**** Record extracts
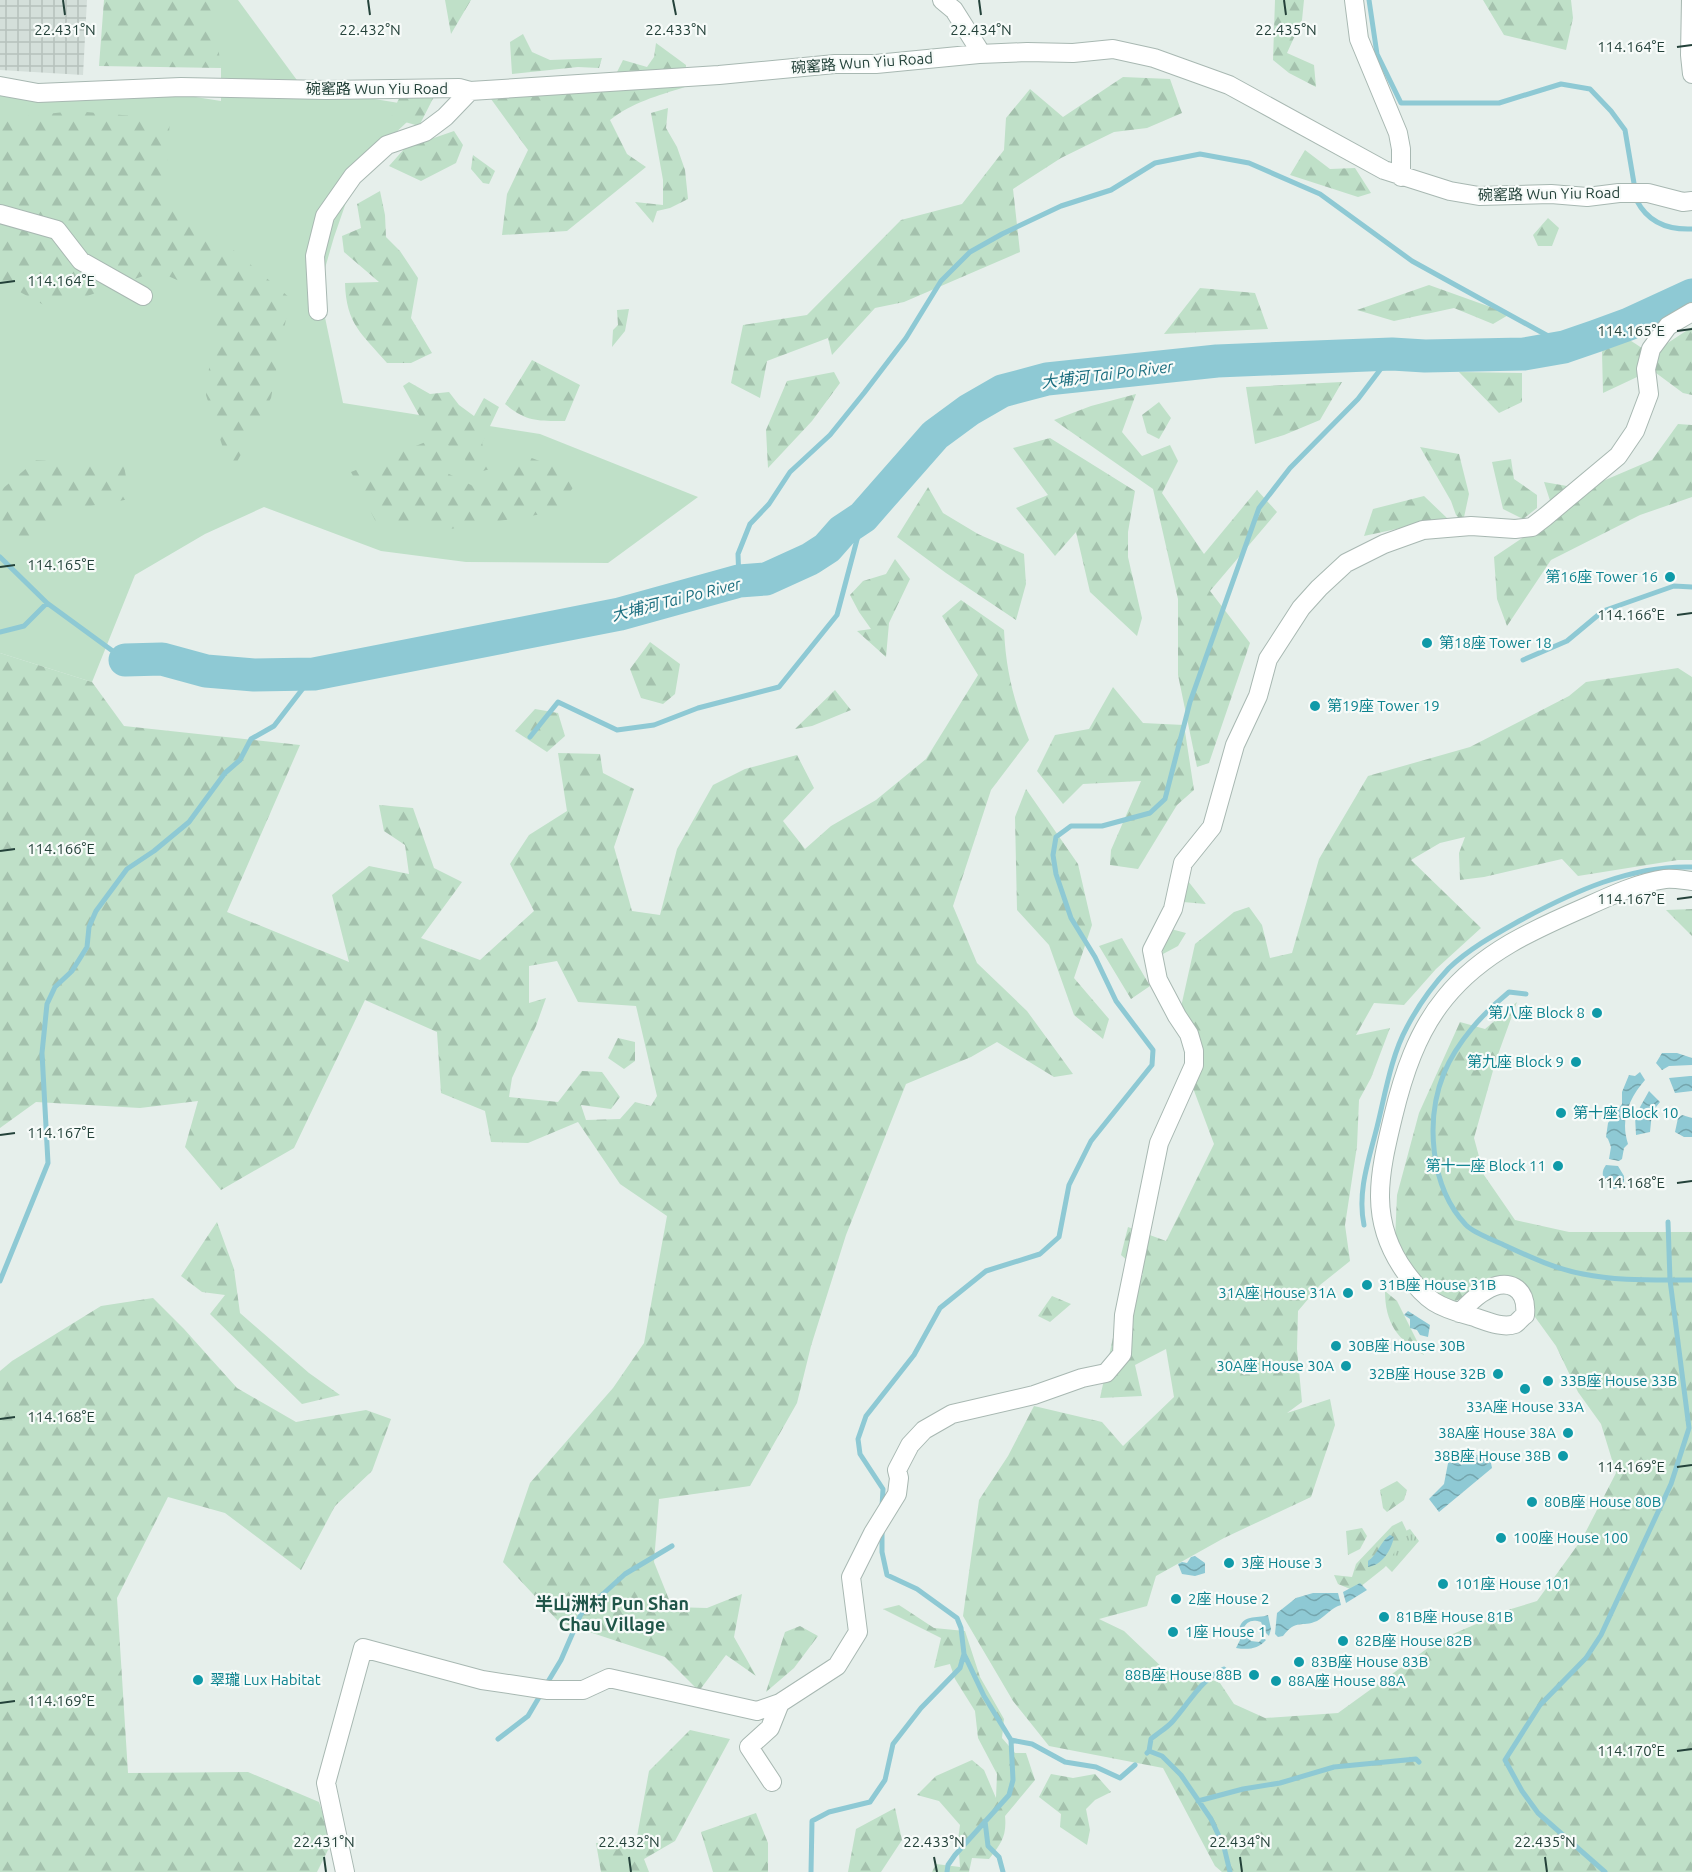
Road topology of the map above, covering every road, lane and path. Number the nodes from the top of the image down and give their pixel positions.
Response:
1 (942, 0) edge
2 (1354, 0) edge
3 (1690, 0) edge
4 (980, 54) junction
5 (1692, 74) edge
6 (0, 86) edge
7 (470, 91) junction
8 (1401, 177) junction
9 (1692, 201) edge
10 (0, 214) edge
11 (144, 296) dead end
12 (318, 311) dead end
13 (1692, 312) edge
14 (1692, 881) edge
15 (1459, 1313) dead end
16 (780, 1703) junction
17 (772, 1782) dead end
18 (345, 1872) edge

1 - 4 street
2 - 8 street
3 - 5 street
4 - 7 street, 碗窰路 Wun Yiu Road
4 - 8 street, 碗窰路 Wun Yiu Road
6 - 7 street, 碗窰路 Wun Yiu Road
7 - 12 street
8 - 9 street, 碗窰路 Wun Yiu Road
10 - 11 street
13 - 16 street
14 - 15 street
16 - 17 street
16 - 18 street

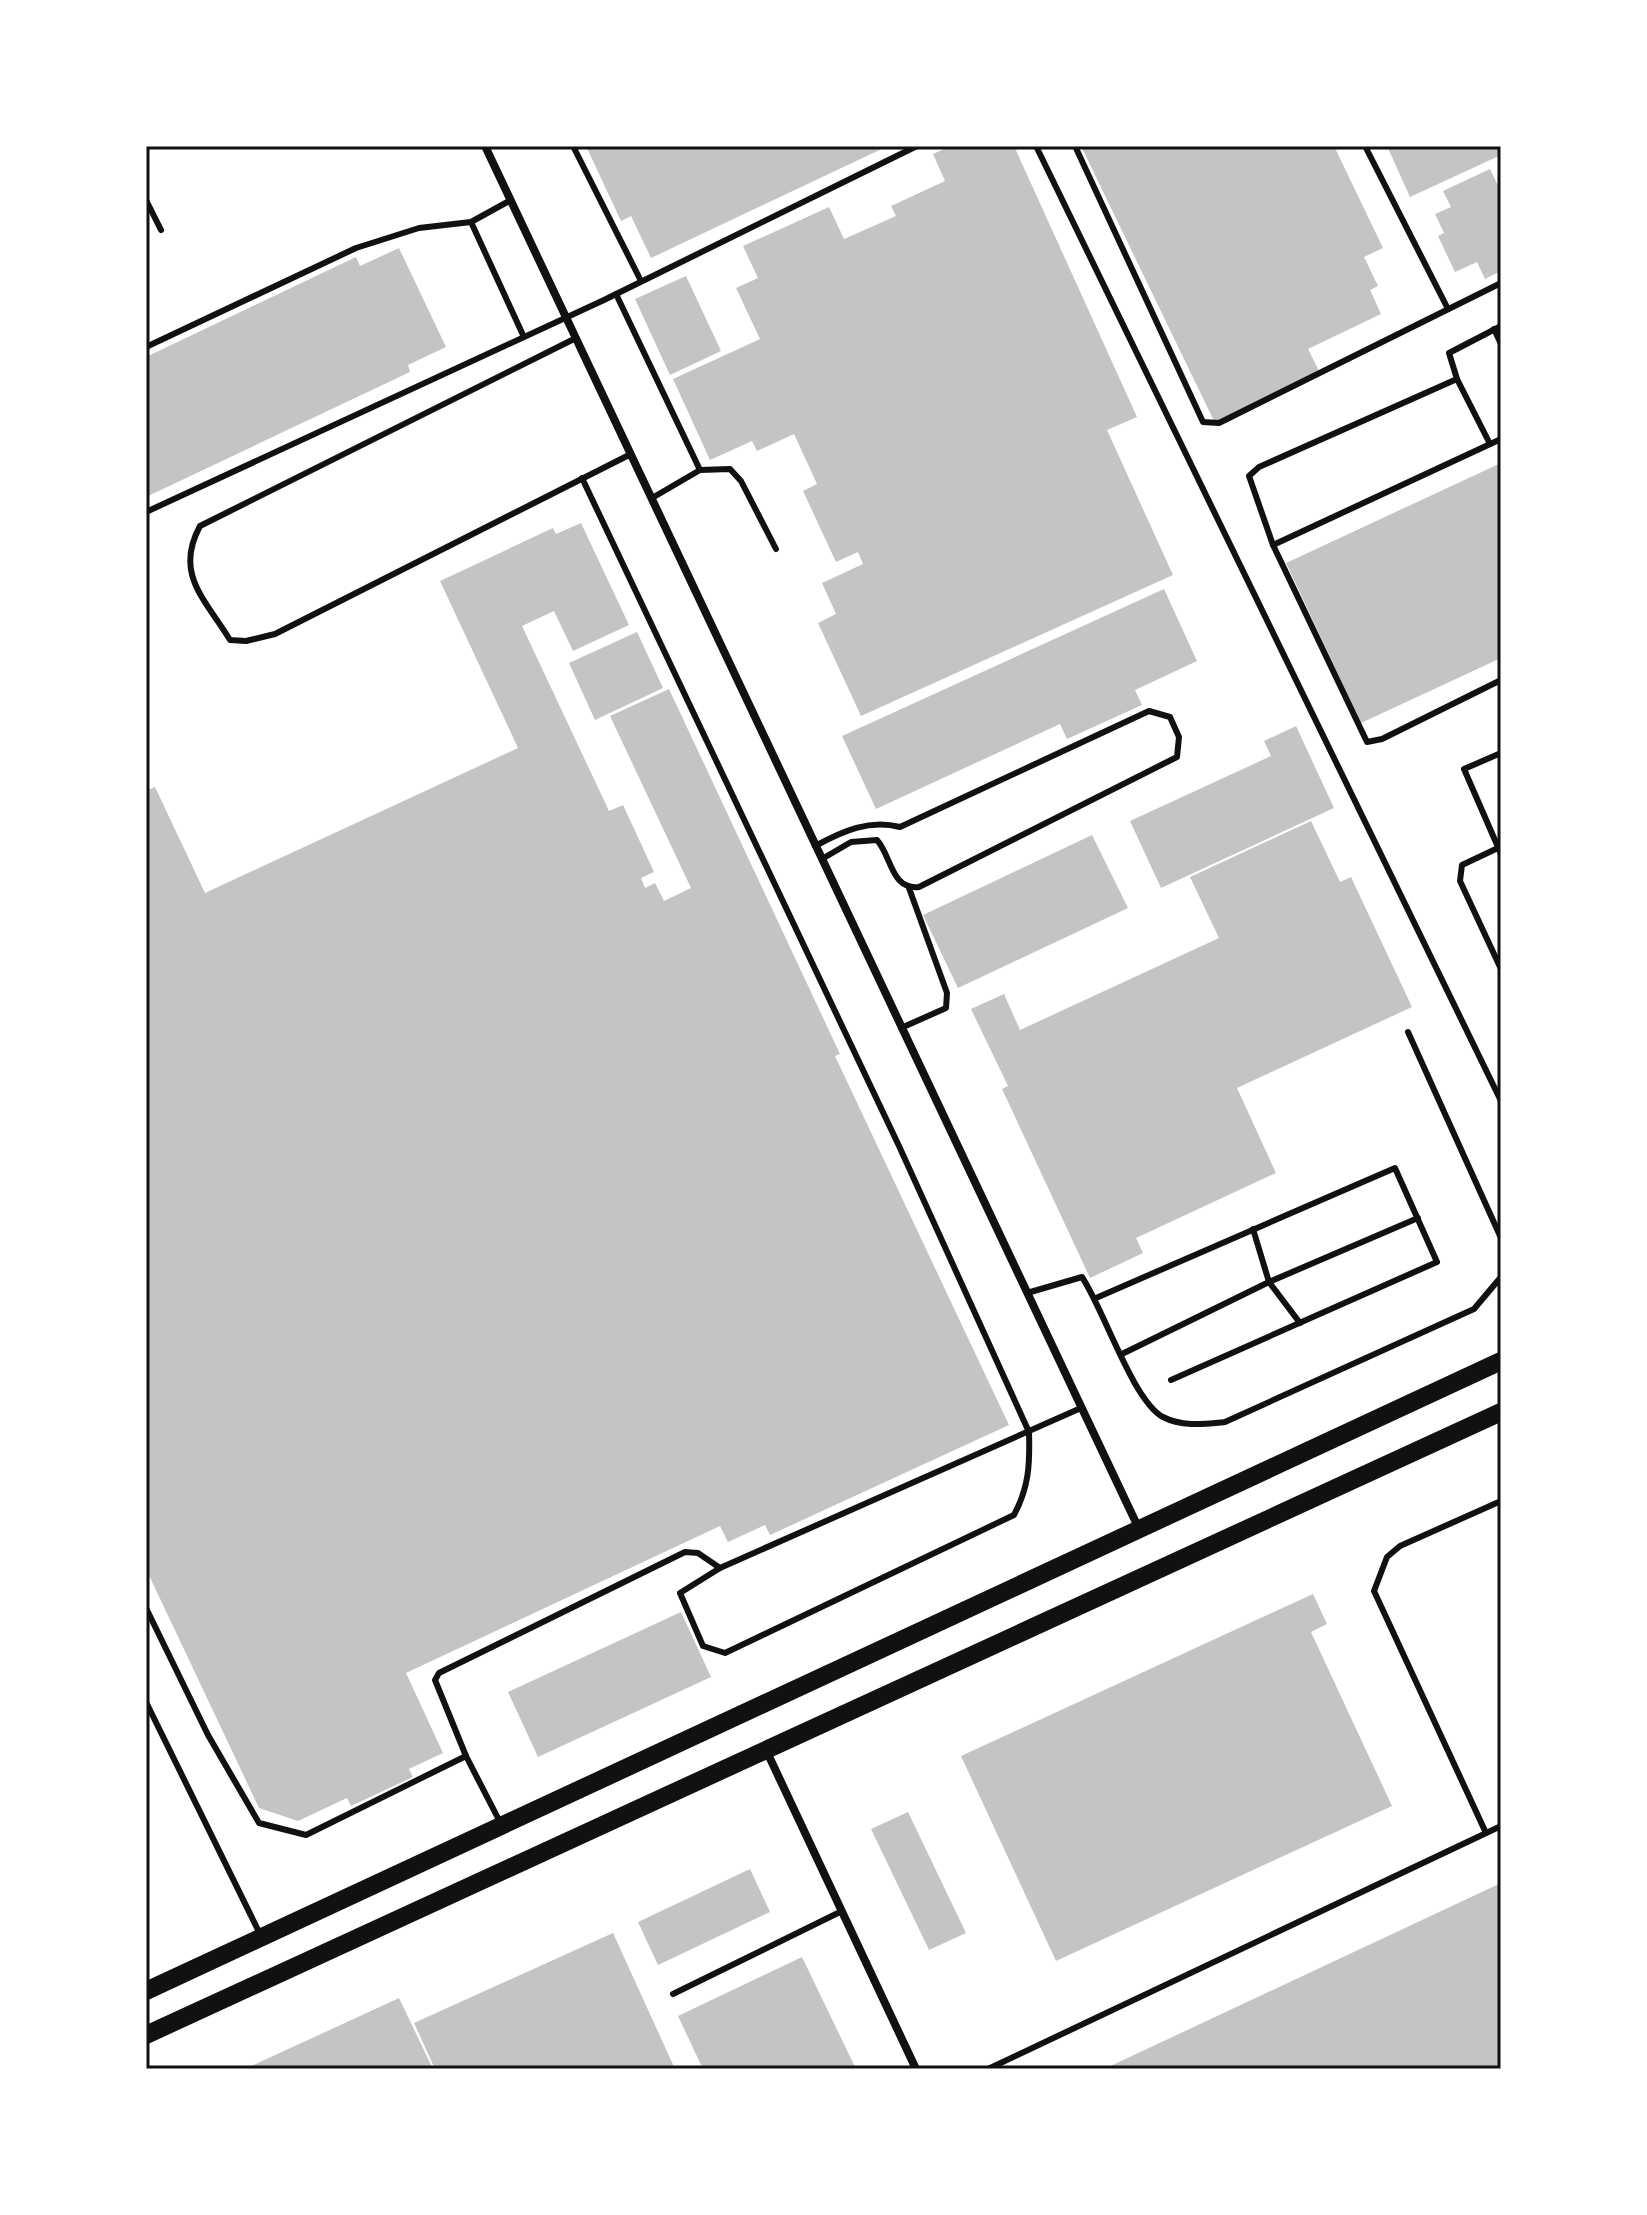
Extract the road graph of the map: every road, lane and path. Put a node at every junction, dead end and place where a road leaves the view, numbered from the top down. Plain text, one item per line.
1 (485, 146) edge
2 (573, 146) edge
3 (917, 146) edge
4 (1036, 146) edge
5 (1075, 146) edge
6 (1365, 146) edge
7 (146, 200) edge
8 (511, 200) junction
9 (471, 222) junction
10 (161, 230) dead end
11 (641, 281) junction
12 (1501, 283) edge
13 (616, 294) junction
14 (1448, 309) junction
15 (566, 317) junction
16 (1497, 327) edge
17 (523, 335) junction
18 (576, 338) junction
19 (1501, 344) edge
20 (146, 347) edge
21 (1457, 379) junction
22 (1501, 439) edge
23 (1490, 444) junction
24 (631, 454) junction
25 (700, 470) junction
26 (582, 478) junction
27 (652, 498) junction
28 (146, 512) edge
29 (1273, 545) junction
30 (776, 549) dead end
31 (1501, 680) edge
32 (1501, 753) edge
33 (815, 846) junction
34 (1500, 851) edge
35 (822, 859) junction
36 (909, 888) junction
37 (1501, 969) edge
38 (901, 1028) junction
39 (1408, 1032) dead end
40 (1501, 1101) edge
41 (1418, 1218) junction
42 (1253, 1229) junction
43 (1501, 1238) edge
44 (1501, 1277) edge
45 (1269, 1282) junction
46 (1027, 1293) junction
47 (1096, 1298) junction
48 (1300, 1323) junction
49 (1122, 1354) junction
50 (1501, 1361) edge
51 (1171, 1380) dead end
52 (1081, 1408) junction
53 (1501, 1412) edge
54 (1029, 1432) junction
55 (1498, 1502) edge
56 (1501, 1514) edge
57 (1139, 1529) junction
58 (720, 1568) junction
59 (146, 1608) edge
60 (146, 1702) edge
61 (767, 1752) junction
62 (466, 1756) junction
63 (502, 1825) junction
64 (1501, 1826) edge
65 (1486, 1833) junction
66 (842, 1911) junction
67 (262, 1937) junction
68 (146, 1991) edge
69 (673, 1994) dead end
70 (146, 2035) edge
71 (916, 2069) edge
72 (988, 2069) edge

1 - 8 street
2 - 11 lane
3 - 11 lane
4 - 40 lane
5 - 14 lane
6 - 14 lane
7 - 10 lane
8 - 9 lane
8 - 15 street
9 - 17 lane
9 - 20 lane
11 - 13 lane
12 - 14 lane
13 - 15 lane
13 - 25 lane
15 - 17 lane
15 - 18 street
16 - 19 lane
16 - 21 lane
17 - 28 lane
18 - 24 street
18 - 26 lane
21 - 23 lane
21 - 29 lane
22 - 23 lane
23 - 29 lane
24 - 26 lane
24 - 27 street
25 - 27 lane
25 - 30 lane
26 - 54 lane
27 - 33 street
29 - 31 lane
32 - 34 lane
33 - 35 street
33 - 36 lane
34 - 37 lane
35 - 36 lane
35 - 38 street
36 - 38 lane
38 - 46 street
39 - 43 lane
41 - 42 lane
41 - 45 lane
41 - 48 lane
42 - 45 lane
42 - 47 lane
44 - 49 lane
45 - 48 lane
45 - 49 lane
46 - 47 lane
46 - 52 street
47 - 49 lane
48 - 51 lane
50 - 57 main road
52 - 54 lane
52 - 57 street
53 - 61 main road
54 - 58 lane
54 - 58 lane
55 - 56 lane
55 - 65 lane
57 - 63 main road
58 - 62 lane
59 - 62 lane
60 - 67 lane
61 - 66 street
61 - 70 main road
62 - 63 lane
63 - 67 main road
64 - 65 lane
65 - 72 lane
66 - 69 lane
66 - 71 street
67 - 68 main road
********
• Aim of the task:
The result should be a word-for-word restatement of all the data, without images.

• Answer to this problem:
Road topology of the map above, covering every road, lane and path. Number the nodes from the top of the image down and give their pixel positions.
Response:
1 (942, 0) edge
2 (1354, 0) edge
3 (1690, 0) edge
4 (980, 54) junction
5 (1692, 74) edge
6 (0, 86) edge
7 (470, 91) junction
8 (1401, 177) junction
9 (1692, 201) edge
10 (0, 214) edge
11 (144, 296) dead end
12 (318, 311) dead end
13 (1692, 312) edge
14 (1692, 881) edge
15 (1459, 1313) dead end
16 (780, 1703) junction
17 (772, 1782) dead end
18 (345, 1872) edge

1 - 4 street
2 - 8 street
3 - 5 street
4 - 7 street, 碗窰路 Wun Yiu Road
4 - 8 street, 碗窰路 Wun Yiu Road
6 - 7 street, 碗窰路 Wun Yiu Road
7 - 12 street
8 - 9 street, 碗窰路 Wun Yiu Road
10 - 11 street
13 - 16 street
14 - 15 street
16 - 17 street
16 - 18 street

Extract the road graph of the map: every road, lane and path. Put a node at every junction, dead end and place where a road leaves the view, numbered from the top down. Plain text, one item per line.
1 (485, 146) edge
2 (573, 146) edge
3 (917, 146) edge
4 (1036, 146) edge
5 (1075, 146) edge
6 (1365, 146) edge
7 (146, 200) edge
8 (511, 200) junction
9 (471, 222) junction
10 (161, 230) dead end
11 (641, 281) junction
12 (1501, 283) edge
13 (616, 294) junction
14 (1448, 309) junction
15 (566, 317) junction
16 (1497, 327) edge
17 (523, 335) junction
18 (576, 338) junction
19 (1501, 344) edge
20 (146, 347) edge
21 (1457, 379) junction
22 (1501, 439) edge
23 (1490, 444) junction
24 (631, 454) junction
25 (700, 470) junction
26 (582, 478) junction
27 (652, 498) junction
28 (146, 512) edge
29 (1273, 545) junction
30 (776, 549) dead end
31 (1501, 680) edge
32 (1501, 753) edge
33 (815, 846) junction
34 (1500, 851) edge
35 (822, 859) junction
36 (909, 888) junction
37 (1501, 969) edge
38 (901, 1028) junction
39 (1408, 1032) dead end
40 (1501, 1101) edge
41 (1418, 1218) junction
42 (1253, 1229) junction
43 (1501, 1238) edge
44 (1501, 1277) edge
45 (1269, 1282) junction
46 (1027, 1293) junction
47 (1096, 1298) junction
48 (1300, 1323) junction
49 (1122, 1354) junction
50 (1501, 1361) edge
51 (1171, 1380) dead end
52 (1081, 1408) junction
53 (1501, 1412) edge
54 (1029, 1432) junction
55 (1498, 1502) edge
56 (1501, 1514) edge
57 (1139, 1529) junction
58 (720, 1568) junction
59 (146, 1608) edge
60 (146, 1702) edge
61 (767, 1752) junction
62 (466, 1756) junction
63 (502, 1825) junction
64 (1501, 1826) edge
65 (1486, 1833) junction
66 (842, 1911) junction
67 (262, 1937) junction
68 (146, 1991) edge
69 (673, 1994) dead end
70 (146, 2035) edge
71 (916, 2069) edge
72 (988, 2069) edge

1 - 8 street
2 - 11 lane
3 - 11 lane
4 - 40 lane
5 - 14 lane
6 - 14 lane
7 - 10 lane
8 - 9 lane
8 - 15 street
9 - 17 lane
9 - 20 lane
11 - 13 lane
12 - 14 lane
13 - 15 lane
13 - 25 lane
15 - 17 lane
15 - 18 street
16 - 19 lane
16 - 21 lane
17 - 28 lane
18 - 24 street
18 - 26 lane
21 - 23 lane
21 - 29 lane
22 - 23 lane
23 - 29 lane
24 - 26 lane
24 - 27 street
25 - 27 lane
25 - 30 lane
26 - 54 lane
27 - 33 street
29 - 31 lane
32 - 34 lane
33 - 35 street
33 - 36 lane
34 - 37 lane
35 - 36 lane
35 - 38 street
36 - 38 lane
38 - 46 street
39 - 43 lane
41 - 42 lane
41 - 45 lane
41 - 48 lane
42 - 45 lane
42 - 47 lane
44 - 49 lane
45 - 48 lane
45 - 49 lane
46 - 47 lane
46 - 52 street
47 - 49 lane
48 - 51 lane
50 - 57 main road
52 - 54 lane
52 - 57 street
53 - 61 main road
54 - 58 lane
54 - 58 lane
55 - 56 lane
55 - 65 lane
57 - 63 main road
58 - 62 lane
59 - 62 lane
60 - 67 lane
61 - 66 street
61 - 70 main road
62 - 63 lane
63 - 67 main road
64 - 65 lane
65 - 72 lane
66 - 69 lane
66 - 71 street
67 - 68 main road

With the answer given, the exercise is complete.